Une catastrophe environnementale et sanitaire d’ampleur exceptionnelle
Selon les conclusions validées par la commission, plus de 2,5 millions de mètres cubes de lixiviat acide se sont déversés dans des zones densément peuplées. Les analyses révèlent un niveau d’acidité extrêmement élevé, avec un pH de 2,5, soit environ 10 000 fois au-dessus des normes admises par l’Organisation mondiale de la Santé.
Les concentrations de métaux lourds atteignent également des niveaux alarmants :
Cuivre : 5 540 mg/L
Cobalt : 5 268 mg/L
Présence toxique d’arsenic, cadmium, nickel, plomb et chrome
Ces substances sont considérées comme des perturbateurs endocriniens par l’OMS et le Programme des Nations Unies pour l’Environnement, avec des risques sanitaires potentiellement transgénérationnels.
Réparations financières : des montants contestés
Le gouvernement a infligé une sanction financière de plus de 6,6 millions USD à CDM. Si ce montant est jugé conforme aux dispositions légales, l’IRDH estime en revanche que la réparation collective de 6 millions USD reste dérisoire au regard des dommages subis par les populations.

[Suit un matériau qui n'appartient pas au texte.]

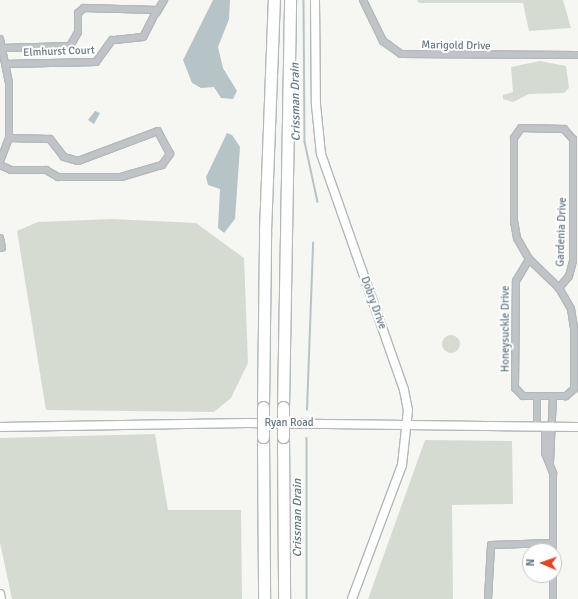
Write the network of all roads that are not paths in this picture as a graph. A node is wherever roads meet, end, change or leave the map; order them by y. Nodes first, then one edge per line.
1 (164, 0) edge
2 (274, 0) edge
3 (290, 0) edge
4 (315, 0) edge
5 (363, 0) edge
6 (157, 12) junction
7 (0, 39) edge
8 (2, 48) junction
9 (578, 55) edge
10 (5, 64) junction
11 (9, 138) junction
12 (0, 163) edge
13 (0, 238) edge
14 (2, 248) dead end
15 (529, 260) junction
16 (559, 288) junction
17 (537, 396) junction
18 (553, 396) junction
19 (408, 424) junction
20 (0, 427) edge
21 (545, 427) junction
22 (578, 427) edge
23 (553, 543) edge
24 (522, 544) edge
25 (553, 583) edge
26 (0, 594) edge
27 (1, 599) edge
28 (264, 599) edge
29 (284, 599) edge
30 (352, 599) edge
31 (488, 599) edge
32 (553, 599) edge

1 - 6 street, Elmhurst Court
2 - 28 highway, bridge
3 - 29 highway, bridge
4 - 19 street, Dobry Drive
5 - 9 street, Marigold Drive
6 - 8 street, Elmhurst Court
6 - 10 street, Elmhurst Court
7 - 8 street
8 - 10 street
10 - 11 street
11 - 12 street
11 - 12 street
13 - 14 street
15 - 16 street
15 - 16 street, Gardenia Drive
15 - 17 street, Honeysuckle Drive
16 - 18 street
17 - 18 street, Honeysuckle Drive
17 - 21 street
18 - 21 street
19 - 20 street, Ryan Road
19 - 21 street, Ryan Road
19 - 30 street, Dobry Drive
21 - 22 street, Ryan Road
21 - 23 street
24 - 31 street
25 - 32 street
26 - 27 street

Sur le terrain, l’organisation dénonce un non-respect des engagements :
Seulement 4 puits réalisés sur les 15 exigés en urgence
Confusion entre obligations de réparation et actions philanthropiques
Retards dans l’exécution des projets communautaires déjà budgétisés
Parmi les projets en attente figurent l’électrification de quartiers, l’appui à la scolarisation d’enfants affectés, ainsi que la réhabilitation d’infrastructures routières locales.

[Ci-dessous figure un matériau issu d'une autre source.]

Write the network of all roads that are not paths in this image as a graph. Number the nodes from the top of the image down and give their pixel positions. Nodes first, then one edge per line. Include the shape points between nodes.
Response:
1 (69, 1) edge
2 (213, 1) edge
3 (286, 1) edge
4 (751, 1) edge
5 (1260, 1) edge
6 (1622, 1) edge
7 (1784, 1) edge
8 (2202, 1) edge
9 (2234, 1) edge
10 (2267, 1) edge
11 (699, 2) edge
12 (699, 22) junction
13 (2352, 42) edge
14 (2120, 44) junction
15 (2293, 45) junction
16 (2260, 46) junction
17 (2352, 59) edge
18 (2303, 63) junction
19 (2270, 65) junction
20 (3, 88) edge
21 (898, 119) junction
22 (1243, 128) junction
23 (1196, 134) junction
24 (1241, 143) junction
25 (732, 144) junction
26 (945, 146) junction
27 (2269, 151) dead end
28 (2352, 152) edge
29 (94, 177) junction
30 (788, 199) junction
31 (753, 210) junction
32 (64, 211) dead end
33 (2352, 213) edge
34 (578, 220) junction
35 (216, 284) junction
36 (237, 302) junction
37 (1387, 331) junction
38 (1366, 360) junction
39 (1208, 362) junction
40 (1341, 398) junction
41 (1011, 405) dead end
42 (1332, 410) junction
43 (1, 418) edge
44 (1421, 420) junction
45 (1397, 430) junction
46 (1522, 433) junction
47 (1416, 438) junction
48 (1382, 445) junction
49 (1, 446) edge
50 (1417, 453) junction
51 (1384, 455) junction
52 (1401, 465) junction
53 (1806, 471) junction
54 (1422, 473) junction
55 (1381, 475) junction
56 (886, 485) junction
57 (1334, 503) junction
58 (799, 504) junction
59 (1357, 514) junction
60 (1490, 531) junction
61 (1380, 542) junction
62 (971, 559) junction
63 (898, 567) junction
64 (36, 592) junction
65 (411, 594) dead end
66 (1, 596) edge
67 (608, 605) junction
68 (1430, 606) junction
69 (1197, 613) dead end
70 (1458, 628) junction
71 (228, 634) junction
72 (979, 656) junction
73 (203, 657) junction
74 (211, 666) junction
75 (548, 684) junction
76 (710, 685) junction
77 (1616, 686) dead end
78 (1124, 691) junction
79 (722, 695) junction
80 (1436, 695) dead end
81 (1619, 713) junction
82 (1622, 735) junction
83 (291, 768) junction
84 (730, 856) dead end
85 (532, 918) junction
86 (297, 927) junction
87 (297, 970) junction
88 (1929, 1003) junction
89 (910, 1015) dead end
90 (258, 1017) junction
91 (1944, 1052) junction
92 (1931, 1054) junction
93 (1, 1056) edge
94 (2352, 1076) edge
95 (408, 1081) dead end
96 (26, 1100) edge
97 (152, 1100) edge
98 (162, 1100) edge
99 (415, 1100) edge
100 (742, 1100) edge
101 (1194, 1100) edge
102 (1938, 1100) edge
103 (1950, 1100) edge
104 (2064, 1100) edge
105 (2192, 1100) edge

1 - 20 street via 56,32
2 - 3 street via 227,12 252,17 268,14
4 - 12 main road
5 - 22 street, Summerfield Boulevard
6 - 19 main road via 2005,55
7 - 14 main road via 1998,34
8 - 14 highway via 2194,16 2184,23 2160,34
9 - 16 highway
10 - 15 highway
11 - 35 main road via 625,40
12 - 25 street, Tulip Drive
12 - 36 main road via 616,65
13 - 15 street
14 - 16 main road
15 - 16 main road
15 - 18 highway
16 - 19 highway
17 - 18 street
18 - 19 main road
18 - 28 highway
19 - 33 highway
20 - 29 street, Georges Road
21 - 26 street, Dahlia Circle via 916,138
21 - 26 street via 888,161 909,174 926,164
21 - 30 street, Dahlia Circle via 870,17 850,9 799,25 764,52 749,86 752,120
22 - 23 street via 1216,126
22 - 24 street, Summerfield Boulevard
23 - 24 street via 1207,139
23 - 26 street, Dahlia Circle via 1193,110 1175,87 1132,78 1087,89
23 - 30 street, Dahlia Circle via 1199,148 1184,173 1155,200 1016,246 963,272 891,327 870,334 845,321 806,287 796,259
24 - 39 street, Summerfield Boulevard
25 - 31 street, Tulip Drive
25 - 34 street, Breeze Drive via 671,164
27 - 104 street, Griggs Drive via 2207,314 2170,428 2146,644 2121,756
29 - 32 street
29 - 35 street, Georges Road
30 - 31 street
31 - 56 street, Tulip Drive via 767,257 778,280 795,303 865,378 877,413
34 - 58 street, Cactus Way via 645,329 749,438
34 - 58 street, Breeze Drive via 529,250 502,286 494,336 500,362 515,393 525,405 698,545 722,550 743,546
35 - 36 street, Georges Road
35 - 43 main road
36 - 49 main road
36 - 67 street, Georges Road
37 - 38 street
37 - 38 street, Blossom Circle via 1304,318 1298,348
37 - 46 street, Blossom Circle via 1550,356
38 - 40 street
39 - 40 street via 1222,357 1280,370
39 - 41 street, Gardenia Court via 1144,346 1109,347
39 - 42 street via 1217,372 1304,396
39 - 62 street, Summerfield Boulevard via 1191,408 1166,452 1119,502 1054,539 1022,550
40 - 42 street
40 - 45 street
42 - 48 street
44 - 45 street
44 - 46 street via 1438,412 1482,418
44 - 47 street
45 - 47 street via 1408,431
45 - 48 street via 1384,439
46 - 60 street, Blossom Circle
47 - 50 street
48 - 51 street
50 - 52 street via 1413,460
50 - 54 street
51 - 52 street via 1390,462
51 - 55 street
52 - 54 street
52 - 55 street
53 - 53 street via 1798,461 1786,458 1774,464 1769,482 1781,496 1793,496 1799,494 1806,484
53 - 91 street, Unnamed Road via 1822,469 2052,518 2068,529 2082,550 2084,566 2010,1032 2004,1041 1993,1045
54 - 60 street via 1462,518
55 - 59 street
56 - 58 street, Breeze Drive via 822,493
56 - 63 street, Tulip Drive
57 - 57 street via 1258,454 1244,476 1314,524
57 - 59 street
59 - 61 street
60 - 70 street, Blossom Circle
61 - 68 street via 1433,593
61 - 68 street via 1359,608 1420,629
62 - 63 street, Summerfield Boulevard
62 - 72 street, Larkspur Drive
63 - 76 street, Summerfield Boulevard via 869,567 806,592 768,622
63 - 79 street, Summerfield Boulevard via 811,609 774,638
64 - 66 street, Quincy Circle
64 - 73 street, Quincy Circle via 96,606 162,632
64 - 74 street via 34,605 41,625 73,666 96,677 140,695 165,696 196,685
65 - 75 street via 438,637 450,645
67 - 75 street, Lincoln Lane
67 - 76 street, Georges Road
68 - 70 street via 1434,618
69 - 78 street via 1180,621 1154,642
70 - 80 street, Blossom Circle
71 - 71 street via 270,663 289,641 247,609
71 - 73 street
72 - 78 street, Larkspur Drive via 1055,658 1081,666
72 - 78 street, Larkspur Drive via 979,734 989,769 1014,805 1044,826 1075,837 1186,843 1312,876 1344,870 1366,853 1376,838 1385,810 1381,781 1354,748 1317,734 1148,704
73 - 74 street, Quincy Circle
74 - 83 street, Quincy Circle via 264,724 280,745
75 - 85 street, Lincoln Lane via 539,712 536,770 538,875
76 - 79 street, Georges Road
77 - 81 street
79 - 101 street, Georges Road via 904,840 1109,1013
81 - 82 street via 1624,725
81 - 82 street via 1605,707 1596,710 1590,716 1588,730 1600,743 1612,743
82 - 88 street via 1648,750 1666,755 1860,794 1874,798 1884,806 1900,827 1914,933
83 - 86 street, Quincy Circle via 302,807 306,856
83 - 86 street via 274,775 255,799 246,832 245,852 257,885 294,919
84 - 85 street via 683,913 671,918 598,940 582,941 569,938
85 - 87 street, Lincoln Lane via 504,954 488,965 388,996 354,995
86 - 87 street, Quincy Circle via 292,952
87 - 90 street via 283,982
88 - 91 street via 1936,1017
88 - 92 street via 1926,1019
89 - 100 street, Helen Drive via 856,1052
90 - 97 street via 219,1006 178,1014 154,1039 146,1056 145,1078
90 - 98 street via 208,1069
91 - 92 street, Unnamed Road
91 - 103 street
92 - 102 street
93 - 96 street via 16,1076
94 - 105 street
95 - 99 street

Les communautés réclament une réparation intégrale
Les populations touchées revendiquent l’application stricte du principe du « pollueur-payeur » et réclament une indemnisation globale de 100 millions USD. Ce fonds servirait notamment à financer la création d’un centre médical spécialisé dans le suivi des pathologies liées à l’activité minière.
Ce centre viserait à : assurer le suivi sanitaire sur plusieurs générations ; développer la recherche sur les maladies liées aux métaux lourds ; renforcer les capacités du système de santé local ; ainsi que constituer une base de données épidémiologique durable.
Un dossier inscrit dans une dynamique internationale
L’IRDH rappelle que les exigences formulées s’inscrivent dans la tendance mondiale en matière de responsabilité environnementale des entreprises minières. Plusieurs précédents internationaux, impliquant de grandes compagnies minières, ont abouti à des réparations de plusieurs milliards de dollars.
Pour les organisations de défense des droits humains, ce dossier constitue un test déterminant pour la crédibilité du cadre réglementaire congolais et la protection effective des communautés affectées par l’exploitation minière.
Alors que la RDC cherche à renforcer son attractivité minière, la gestion de cette crise environnementale pourrait devenir un cas d’école sur l’équilibre entre exploitation des ressources naturelles, responsabilité industrielle et justice sociale.